Original stone ( 1947) displayed and photographed at Tyndale Biscoe’s lawn in Sheikh Bagh, Srinagar, before being taken to Mohand Marg for installation. ( Pic Courtesy: Dr. S. N Pandita)
While in transit, the memorial stone was first time displayed and photographed in 1947 in Tyndale Biscoe’s residential lawn at Sheikh Bagh, flanked by Biscoe and Ram Chand Bali, Stein’s typist- cum- Camp Assistant. It was later taken to Mohand Marg for final installation there on August 15, 1947, coinciding with India’s Independence Day. Unfortunately, despite several attempts to target it, the disgruntled elements succeed in 2011 to hammer it to pieces. There is no trace of the original stone now.
Original memorial stone installed on August 15, 1947 at Mohand Marg.
Photo ( provided by Dr S. N Pandita) shows Ram Chand Bali on left with his 14 year old grandson, Jawahar Lal Bali on extreme right with two camp assistants and Mason who installed the memorial stone.
According to Dr S N Pandita, a noted researcher and author of `Aurel Stein in Kashmir’,  after  vandalising the original memorial stone, the  new tri-faced memorial stone with added Sanskrit epitaph was installed to replace the original dual face (Urdu and  English) stone installed on August 15, 1947,  four years after Stein's death. A Muslim guy etched the stone with Sanskrit orthography at his “Mashhoor Marble House” Khanyar, Srinagar.
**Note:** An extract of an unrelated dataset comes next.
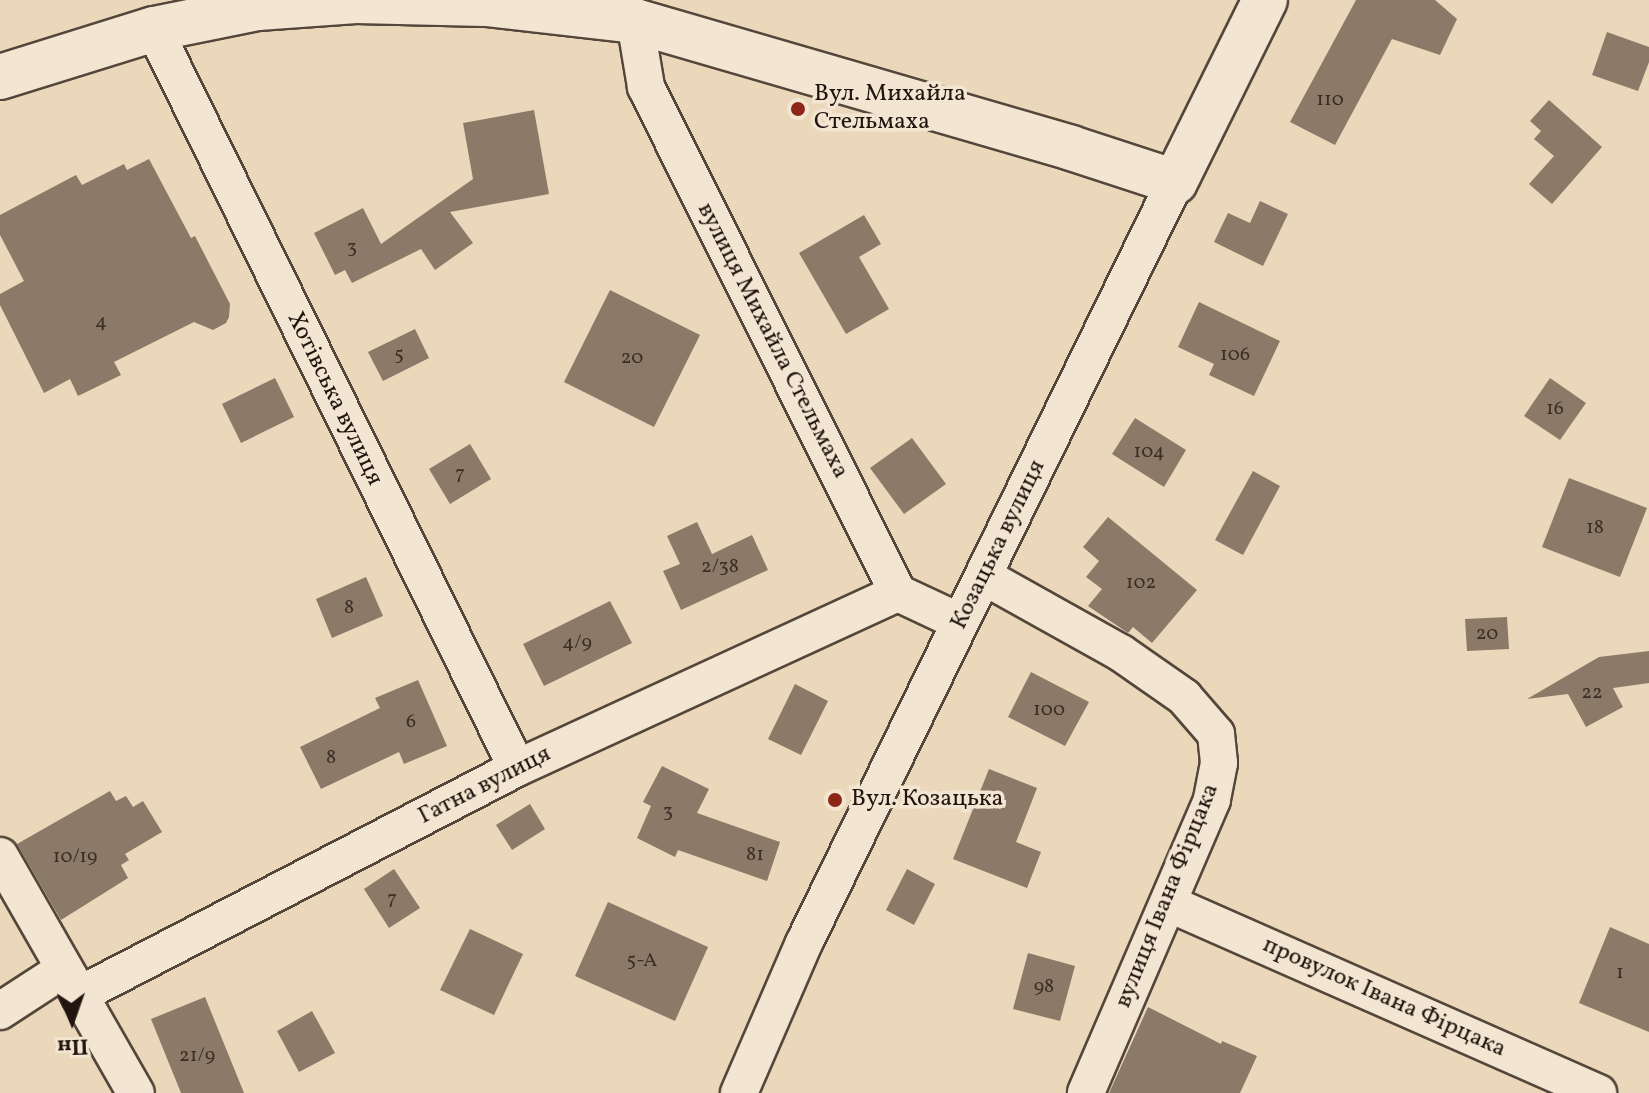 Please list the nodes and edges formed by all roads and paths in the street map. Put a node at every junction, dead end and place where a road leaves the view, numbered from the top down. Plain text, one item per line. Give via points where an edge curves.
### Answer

Installing New Stone in 2017

Dr Pandita says the new stone was installed on his recommendations made during the September 2017 International Conference on Aurel Stein and Central Asia at Kashmir University. “It was during my Key Note address, I made the recommendation, which was fortunately adopted favourably’’, he said. The new stone, weighing 368 kilograms was taken on shoulders of 57 men by rotation over 19 days from Anderwan to top of the meadow (Mohand Marg), Dr Pandita informed, adding that  it was  later physically laid on 23rd December 2017 at the exact spot in the meadow where Stein would pitch his tent.
Trifaced stone being carried in 2017 up from Anderwan to Mohand Marg on shoulders and wood log trolley.( Pic Courtesy: Dr S. N Pandita)
Posing for a group photo after installation in 2017. Pic Courtesy: Dr. S. N Pandita
A Trifaced New Stone
(Unmutilated-2017)
Unmutilated in 2017
Having nine books and about 80 research papers to his credit, Dr Pandita further informed that   the epitaph was etched on Panjal metamorphic stone, sponsored by Yasin Zargar, CEO and MD, Indus Discoveries, London, supported by University of Kashmir. Prof G.N.Khaki,  the then Director, Centre of Central Asian Studies, University of Kashmir and the Department of Tourism, J&K Govt, then headed by  Mahmud Shah. The Sanskrit orthography for etching was made by Apeksha Pandita, then a PG student in Delhi and translation from original English to Sanskrit  was made at Dr Pandita’s request by Prof. Dev Kanya Arya, of Delhi University.
(Unmutilated in 2017)
A significant support on the entire effort of reinstalling the memorial stone in 2017 had also come from the Kashmir Chapter of INTACH, headed by Saleem Beg.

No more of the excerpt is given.